The expected answer is every line of the material that contains the word "wrist".

_RECORDS FOR THE EXERCISE_
━━━━━━━━━━━━━━━━
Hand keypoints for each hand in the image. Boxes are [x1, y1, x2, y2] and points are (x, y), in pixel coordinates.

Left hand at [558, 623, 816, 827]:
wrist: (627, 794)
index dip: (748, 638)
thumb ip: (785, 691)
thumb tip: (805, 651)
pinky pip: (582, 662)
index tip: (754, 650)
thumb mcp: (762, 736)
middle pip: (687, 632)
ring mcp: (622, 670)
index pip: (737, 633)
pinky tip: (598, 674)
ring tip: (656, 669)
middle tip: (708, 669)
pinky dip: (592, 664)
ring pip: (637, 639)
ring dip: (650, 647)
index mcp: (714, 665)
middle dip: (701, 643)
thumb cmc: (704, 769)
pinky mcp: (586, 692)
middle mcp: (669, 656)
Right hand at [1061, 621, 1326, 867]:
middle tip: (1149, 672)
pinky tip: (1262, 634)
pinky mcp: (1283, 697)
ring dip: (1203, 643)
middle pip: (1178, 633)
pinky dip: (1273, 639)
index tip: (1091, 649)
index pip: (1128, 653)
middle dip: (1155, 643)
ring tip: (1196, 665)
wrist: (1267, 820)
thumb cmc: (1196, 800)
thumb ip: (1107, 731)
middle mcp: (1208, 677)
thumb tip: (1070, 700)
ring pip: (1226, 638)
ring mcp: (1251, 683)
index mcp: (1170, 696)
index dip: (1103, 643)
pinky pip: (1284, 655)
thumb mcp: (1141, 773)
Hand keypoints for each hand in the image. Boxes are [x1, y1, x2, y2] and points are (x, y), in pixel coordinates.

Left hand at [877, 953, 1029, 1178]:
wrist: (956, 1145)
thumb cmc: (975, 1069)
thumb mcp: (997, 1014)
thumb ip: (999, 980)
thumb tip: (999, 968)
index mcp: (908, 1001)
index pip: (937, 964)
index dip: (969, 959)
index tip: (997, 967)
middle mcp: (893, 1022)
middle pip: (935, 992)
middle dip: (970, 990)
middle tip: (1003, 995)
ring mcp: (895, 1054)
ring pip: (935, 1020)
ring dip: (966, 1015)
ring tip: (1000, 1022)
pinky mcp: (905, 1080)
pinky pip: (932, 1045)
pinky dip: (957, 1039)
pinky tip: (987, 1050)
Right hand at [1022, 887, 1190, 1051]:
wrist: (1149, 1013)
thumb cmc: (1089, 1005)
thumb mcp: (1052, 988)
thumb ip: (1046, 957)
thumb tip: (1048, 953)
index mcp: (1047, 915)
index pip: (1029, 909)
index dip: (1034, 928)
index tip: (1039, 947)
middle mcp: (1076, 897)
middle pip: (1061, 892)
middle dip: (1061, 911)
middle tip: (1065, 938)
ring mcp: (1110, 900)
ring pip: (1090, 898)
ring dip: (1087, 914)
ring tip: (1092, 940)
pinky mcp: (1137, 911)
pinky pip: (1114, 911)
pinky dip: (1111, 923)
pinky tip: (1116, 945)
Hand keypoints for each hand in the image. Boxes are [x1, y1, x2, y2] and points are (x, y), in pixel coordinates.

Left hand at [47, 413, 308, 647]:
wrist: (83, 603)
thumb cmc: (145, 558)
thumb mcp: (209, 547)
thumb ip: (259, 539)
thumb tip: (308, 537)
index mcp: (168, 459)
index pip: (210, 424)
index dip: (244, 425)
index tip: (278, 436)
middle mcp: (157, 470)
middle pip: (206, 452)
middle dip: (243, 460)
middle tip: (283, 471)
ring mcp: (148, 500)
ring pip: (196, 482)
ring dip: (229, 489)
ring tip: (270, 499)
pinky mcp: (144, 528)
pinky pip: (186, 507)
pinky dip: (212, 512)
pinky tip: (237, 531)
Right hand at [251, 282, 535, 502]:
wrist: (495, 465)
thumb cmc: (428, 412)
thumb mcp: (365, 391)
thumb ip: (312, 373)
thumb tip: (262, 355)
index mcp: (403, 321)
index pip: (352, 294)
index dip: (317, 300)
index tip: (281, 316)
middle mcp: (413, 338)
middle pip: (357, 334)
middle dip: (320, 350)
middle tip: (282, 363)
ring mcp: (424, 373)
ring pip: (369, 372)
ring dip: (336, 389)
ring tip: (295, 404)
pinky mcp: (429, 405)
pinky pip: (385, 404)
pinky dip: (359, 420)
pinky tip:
━━━━━━━━━━━━━━━━
_SOLUTION FOR THIS EXERCISE_
wrist: (627, 794)
wrist: (1267, 820)
wrist: (956, 1145)
wrist: (1149, 1013)
wrist: (83, 603)
wrist: (495, 465)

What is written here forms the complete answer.